On the other hand, it does not follow from this
analysis that if an extant money were to lose its direct uses, it could
no longer be used as money. Thus, if gold, after being established as
money, were suddenly to lose its value in ornaments or industrial uses,
it would not necessarily lose its character as a money. Once a medium
of exchange has been established as a money, money prices continue to
be set. If on day X gold loses its direct uses,
there will still be previously existing money prices that had been
established on day X – 1, and these
prices form the basis for the marginal utility of gold on day X.
Similarly, the money prices thereby determined on day X
form the basis for the marginal utility of money on day X
+ 1. From X on, gold could be demanded for
its exchange value alone, and not at all for its direct use. Therefore,
while it is absolutely necessary that a money originate
as a commodity with direct uses, it is not absolutely necessary that
the direct uses continue after the money has been established.
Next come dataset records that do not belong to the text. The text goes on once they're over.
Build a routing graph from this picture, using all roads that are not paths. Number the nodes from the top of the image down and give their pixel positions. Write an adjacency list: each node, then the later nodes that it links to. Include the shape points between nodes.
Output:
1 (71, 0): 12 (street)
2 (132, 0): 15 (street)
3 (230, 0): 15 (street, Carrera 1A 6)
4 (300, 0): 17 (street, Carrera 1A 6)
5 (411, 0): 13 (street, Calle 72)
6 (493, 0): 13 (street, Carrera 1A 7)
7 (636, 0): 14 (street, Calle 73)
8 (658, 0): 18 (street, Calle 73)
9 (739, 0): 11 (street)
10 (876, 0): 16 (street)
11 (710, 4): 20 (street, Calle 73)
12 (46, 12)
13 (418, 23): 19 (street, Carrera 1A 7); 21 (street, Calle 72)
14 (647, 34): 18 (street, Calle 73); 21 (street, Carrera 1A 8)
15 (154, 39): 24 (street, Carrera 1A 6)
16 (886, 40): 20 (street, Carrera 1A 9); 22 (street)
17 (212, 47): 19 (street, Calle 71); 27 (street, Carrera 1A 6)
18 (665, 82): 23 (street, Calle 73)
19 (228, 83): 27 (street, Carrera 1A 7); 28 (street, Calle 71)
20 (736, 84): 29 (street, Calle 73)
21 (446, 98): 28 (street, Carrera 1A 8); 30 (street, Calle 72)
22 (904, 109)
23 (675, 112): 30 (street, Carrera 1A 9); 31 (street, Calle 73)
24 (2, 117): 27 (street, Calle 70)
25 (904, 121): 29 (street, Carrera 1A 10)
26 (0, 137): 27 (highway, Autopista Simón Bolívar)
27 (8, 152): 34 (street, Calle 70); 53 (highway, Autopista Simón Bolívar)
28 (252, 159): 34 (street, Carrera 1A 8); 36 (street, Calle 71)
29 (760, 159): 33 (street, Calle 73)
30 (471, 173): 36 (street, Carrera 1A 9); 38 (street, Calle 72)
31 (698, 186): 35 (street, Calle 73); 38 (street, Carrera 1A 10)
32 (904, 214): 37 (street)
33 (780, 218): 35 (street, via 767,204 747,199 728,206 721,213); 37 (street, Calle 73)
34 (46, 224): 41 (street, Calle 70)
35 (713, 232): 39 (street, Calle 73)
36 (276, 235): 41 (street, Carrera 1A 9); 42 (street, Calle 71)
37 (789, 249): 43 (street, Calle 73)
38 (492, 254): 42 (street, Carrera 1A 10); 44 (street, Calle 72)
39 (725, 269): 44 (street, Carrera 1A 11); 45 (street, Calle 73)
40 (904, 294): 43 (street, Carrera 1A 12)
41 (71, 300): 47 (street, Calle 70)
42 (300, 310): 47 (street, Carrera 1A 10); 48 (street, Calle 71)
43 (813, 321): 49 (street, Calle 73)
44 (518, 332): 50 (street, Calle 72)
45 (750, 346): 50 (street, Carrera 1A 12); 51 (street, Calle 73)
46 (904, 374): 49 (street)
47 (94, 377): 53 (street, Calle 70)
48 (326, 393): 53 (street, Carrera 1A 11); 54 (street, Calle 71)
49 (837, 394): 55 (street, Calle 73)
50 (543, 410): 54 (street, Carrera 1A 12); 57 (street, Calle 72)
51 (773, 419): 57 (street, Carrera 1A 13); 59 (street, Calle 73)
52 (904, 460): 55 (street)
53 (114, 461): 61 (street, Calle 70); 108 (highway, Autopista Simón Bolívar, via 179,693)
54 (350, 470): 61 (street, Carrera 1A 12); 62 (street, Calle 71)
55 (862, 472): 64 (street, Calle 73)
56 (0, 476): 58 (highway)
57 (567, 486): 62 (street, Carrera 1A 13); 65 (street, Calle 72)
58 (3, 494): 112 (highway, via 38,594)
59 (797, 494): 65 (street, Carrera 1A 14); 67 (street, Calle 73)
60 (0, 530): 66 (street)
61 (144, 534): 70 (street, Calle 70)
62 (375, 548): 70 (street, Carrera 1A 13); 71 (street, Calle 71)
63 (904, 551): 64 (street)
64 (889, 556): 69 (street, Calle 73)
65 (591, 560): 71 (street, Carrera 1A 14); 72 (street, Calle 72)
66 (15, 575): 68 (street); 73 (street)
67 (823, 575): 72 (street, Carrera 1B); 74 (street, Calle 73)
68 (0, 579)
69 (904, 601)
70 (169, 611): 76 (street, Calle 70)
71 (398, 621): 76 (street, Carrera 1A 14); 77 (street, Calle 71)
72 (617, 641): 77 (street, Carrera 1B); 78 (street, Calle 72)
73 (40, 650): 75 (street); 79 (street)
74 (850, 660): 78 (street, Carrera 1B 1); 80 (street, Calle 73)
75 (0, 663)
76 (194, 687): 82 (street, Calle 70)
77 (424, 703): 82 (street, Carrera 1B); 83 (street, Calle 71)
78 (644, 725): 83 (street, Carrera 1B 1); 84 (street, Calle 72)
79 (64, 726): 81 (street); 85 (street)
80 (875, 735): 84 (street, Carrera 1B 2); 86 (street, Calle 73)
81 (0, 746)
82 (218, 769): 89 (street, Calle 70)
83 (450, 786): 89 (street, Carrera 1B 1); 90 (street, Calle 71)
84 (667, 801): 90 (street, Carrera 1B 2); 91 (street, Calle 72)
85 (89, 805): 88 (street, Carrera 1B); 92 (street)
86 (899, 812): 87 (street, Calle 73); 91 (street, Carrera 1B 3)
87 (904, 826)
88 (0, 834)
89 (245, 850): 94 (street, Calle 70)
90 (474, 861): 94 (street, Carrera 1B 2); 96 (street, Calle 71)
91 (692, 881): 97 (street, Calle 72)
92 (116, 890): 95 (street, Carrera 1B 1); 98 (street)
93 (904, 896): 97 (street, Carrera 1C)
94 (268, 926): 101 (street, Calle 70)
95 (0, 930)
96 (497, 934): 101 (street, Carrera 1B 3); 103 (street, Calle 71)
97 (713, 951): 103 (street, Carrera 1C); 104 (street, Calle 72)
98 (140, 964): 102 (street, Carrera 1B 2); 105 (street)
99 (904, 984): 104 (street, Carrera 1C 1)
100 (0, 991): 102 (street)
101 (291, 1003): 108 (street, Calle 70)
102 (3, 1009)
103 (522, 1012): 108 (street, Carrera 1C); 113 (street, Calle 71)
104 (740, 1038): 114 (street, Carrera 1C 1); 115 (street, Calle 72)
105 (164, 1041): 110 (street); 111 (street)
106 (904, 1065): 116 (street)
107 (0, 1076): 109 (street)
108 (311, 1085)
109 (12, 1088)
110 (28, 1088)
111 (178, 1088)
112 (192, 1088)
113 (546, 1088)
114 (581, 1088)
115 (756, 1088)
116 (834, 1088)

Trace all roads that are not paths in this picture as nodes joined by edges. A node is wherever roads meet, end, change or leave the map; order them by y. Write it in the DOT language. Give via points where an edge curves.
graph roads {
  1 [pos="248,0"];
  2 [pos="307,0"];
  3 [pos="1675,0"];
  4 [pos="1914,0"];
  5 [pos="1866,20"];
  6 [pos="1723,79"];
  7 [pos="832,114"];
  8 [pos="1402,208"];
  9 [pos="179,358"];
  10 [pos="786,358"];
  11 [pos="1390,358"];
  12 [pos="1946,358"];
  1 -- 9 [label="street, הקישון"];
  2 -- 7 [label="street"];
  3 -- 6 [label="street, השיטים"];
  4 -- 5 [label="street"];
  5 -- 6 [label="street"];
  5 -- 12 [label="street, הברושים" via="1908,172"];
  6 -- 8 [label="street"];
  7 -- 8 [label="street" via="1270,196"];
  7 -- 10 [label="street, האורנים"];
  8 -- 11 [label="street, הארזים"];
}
The money prices of consumers’ goods have now been
completely explained in terms of individual value scales, and
these value scales have been explained up to the point of the content
of the subjective use-valuations of each good. Economics is not
concerned with the specific content of these ends, but with the
explanation of various phenomena of action based on any
given ends, and therefore its task in this sphere is fully accomplished
by tracing these phenomena back to subjective valuations of useful
goods.
C.
Utility and Costs
We may sum up the utility and cost considerations in decisions
of buyers and sellers of consumers’ goods—or,
rather, of potential buyers and sellers (cf. chapter 2, pp.
190f.)—as follows:

In
cases where neither cost item is present, the sale is costless.
The
aim of the actor is always to achieve a psychic profit from an action
by having his marginal revenue exceed his marginal cost. Only after the
decision has been made, the action taken, and the consequences
assessed, can the actor know if his decision was correct, i.e., if his
psychic revenue really did exceed his cost. It is possible that his
cost may prove to have been greater than his revenue and that therefore
he lost on the exchange.
It is convenient to distinguish the two vantage points by which an
actor judges his action as ex ante and ex
post. Ex ante is his position when he
must decide on a course of action; it is the relevant and
dominant consideration for human action. It is the actor considering
his alternative courses and the consequences of each. Ex post
is his recorded observation of the results of his past action. It is
the judging of his past actions and their results. Ex ante,
then, he will always take the most advantageous course of action, and
will always have a psychic profit, with revenue exceeding cost. Ex
post, he may have profited or lost from a course of action.
Revenue may or may not have exceeded cost, depending on how good an
entrepreneur he has been in making his original action. It is clear
that his ex post judgments are mainly useful to him
in the weighing of his ex ante considerations for
future action.
Suppose that an ultimate consumer buys a product and then finds he was
mistaken in this purchase and the good has little or no value to him.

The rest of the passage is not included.